_Extracted entries:_
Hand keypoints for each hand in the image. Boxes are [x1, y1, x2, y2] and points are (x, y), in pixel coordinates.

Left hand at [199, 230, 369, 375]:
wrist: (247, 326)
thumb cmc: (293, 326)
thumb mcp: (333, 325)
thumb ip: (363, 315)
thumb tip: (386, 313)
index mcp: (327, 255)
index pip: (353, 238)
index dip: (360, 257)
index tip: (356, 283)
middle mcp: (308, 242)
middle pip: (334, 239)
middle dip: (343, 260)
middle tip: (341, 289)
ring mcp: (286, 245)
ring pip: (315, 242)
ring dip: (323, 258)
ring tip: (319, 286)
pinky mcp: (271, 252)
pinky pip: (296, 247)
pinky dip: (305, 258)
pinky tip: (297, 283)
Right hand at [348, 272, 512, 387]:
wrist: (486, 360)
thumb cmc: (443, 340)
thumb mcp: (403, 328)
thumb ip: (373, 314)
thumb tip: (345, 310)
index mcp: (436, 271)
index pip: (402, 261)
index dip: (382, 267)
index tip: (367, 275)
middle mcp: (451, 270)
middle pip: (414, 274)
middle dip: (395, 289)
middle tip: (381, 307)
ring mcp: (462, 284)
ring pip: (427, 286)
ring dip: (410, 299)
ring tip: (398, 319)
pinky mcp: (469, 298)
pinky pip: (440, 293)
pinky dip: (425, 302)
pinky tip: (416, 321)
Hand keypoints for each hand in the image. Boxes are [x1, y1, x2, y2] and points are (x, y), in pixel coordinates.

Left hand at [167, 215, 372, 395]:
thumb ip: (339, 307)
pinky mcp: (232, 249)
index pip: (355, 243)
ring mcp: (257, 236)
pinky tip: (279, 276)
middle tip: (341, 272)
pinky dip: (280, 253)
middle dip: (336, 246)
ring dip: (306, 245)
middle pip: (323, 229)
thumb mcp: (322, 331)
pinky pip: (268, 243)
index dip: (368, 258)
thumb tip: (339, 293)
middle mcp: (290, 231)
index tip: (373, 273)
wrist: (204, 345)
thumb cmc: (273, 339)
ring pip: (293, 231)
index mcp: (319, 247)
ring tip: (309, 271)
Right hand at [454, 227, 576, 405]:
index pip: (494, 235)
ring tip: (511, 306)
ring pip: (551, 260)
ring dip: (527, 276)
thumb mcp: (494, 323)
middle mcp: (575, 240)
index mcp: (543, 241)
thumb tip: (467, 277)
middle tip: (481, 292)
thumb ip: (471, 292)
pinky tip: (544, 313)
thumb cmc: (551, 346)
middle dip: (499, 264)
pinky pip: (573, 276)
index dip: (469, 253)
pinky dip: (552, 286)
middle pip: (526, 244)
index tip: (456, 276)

_What is being asked:_
Output all of the records exactly, with nothing omitted.

_Task output:_
Hand keypoints for each hand in the image. Boxes are [x1, y1, x2, y2] and points are (x, y), in pixel coordinates.

Left hand at [199, 230, 369, 375]:
wrist: (247, 326)
thumb cmc: (293, 326)
thumb mcp: (333, 325)
thumb ip: (363, 315)
thumb tip: (386, 313)
index mcp: (327, 255)
index pip: (353, 238)
index dip: (360, 257)
index tip: (356, 283)
middle mcp: (308, 242)
middle pip: (334, 239)
middle dip: (343, 260)
middle tip: (341, 289)
ring mcp: (286, 245)
ring pip: (315, 242)
ring dip: (323, 258)
ring tip: (319, 286)
pinky mcp: (271, 252)
pinky pip: (296, 247)
pinky dip: (305, 258)
pinky tip: (297, 283)
Right hand at [348, 272, 512, 387]:
wrist: (486, 360)
thumb cmc: (443, 340)
thumb mcp: (403, 328)
thumb ip: (373, 314)
thumb tip: (345, 310)
index mcp: (436, 271)
index pip: (402, 261)
index dip: (382, 267)
index tip: (367, 275)
middle mcp: (451, 270)
middle pip: (414, 274)
middle dip: (395, 289)
middle tip: (381, 307)
ring mcp: (462, 284)
ring pip: (427, 286)
ring dip: (410, 299)
ring tip: (398, 319)
pinky mcp: (469, 298)
pinky pip: (440, 293)
pinky dip: (425, 302)
pinky tip: (416, 321)
Hand keypoints for each hand in the image. Boxes are [x1, y1, x2, y2] and points are (x, y), in pixel coordinates.

Left hand at [167, 215, 372, 395]:
thumb ip: (339, 307)
pinky mcp: (232, 249)
index pip: (355, 243)
ring mcp: (257, 236)
pinky tip: (279, 276)
middle tip: (341, 272)
pinky dip: (280, 253)
middle dip: (336, 246)
ring dip: (306, 245)
middle pip: (323, 229)
thumb mcp: (322, 331)
pinky pip: (268, 243)
index dip: (368, 258)
thumb tip: (339, 293)
middle mcp: (290, 231)
index tip: (373, 273)
wrist: (204, 345)
thumb cmc: (273, 339)
ring pip: (293, 231)
index mcp: (319, 247)
ring tip: (309, 271)
Right hand at [454, 227, 576, 405]:
index pip: (494, 235)
ring tip: (511, 306)
ring pip: (551, 260)
ring dip: (527, 276)
thumb mcp: (494, 323)
middle mcp: (575, 240)
index mcp: (543, 241)
thumb tip: (467, 277)
middle tip: (481, 292)
thumb ip: (471, 292)
pinky tip: (544, 313)
thumb cmc: (551, 346)
middle dip: (499, 264)
pinky pip: (573, 276)
index dip: (469, 253)
pinky dip: (552, 286)
middle pip: (526, 244)
index tip: (456, 276)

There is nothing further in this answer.